Viver sob o vento

“Muitas vezes, ter uma carreira profissional de sucesso nada mais é do que vender a alma para o sistema. Cheguei a coordenar equipes, tinha um cargo de confiança e a expectativa de um plano de carreira, mas vivia insatisfeito. Vivendo aqui ganhei, de cara, três a quatro horas do meu dia, pelo simples fato de trabalhar a cinco minutos de casa. Trabalho de chinelo, bermuda, camiseta e feliz.”

A conclusão é do jovem paulistano, Leandro Diego Lima Pequeno, de 28 anos.
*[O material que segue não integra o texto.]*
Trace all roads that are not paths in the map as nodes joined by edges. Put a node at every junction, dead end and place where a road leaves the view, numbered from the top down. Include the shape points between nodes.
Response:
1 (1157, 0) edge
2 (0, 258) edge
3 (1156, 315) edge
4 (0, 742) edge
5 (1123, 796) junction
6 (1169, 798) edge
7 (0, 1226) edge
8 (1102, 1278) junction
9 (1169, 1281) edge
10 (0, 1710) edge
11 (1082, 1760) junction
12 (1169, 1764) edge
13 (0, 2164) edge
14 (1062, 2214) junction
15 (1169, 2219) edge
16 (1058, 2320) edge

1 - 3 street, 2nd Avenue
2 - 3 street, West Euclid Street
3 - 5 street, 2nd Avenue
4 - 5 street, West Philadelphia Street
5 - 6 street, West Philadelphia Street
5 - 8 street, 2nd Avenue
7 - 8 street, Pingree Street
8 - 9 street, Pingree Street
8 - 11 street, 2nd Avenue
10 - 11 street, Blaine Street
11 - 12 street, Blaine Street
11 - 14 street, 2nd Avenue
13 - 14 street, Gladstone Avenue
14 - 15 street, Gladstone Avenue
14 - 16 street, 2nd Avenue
Funcionário da companhia aérea TAM por 12 anos, e formado em Marketing, Diego, como é conhecido em Jericoacoara, decidiu abandonar carreira profissional e bens materiais, e ainda convenceu a noiva Bruna – única filha mulher, para desespero de seus pais que moram em São Paulo – a partir com ele para viver na antiga vila de pescadores, em março de 2012. 

Diego esteve em Jericoacoara pela primeira vez em 2010 e voltou no ano seguinte para pesquisar oportunidades de trabalho e mensurar o custo de vida. Ao decidir mudar-se para a vila, já no primeiro dia que procurou emprego, encontrou três ofertas. Uma delas era de recepcionista na pousada Ibiscus, sua atual ocupação. Como fala inglês fluente, recebe “gringos” de diversos países – franceses, austríacos, alemães, italianos e holandeses, entre outros. 

Se o domínio do idioma anglo-saxão garantiu a Diego um trabalho com grade de seis horas, seis dias por semana, tal predicado é dispensado pela aposentada Geralda Juliano Ferreira de Souza. Nativa, dona Geralda vive há 77 anos em Jericoacoara. É casada com José Assis Melo, o seu Tirinha, de 81 anos, também aposentado, que transformou três quartos da modesta casa onde vivem em hospedagem. Dona Geralda tem uma tática infalível de comunicação para lidar com os gringos que passam por sua pensão: “Quando eles querem comer alguma coisa, por exemplo, como eu não entendo a fala deles, vou até a cozinha, mostro as panelas. Eles abrem uma por uma, se viram e escolhem o que quiser”. 

Motivo de orgulho para dona Geralda, o neto Danilo Menezes da Silva – “tenho um bocado deles, precisaria contar” –, conhecido por Chico Bento, é mestre de capoeira e windsurfista profissional, ranqueado como o 17o melhor do mundo na categoria free style. Chico fez várias viagens para fora do País – “foi até na casa do Papa, em Roma!” – e hoje ganha a vida com uma pick-up 4×4 fazendo o que é conhecido por lá como “transfer” – o capoeirista leva turistas de Jericoacoara para Fortaleza. Tímida, a avó emite um sorriso ao comemorar o fato de o neto, famoso na vila, ser resistente aos convites à perdição, feitos por amigos do windsurf e da capoeira: “No wind e até na capoeira tem tóxico, o pessoal gosta dessas coisas de beber, de fumar, mas o Chico não se envolve com isso. Quando os outros dizem pra ele ‘Chico Bento, vamos dar aqui uma pitadinha?’, ele diz ‘Não, tô fora disso’. Ele não tem vício nenhum”, garante dona Geralda.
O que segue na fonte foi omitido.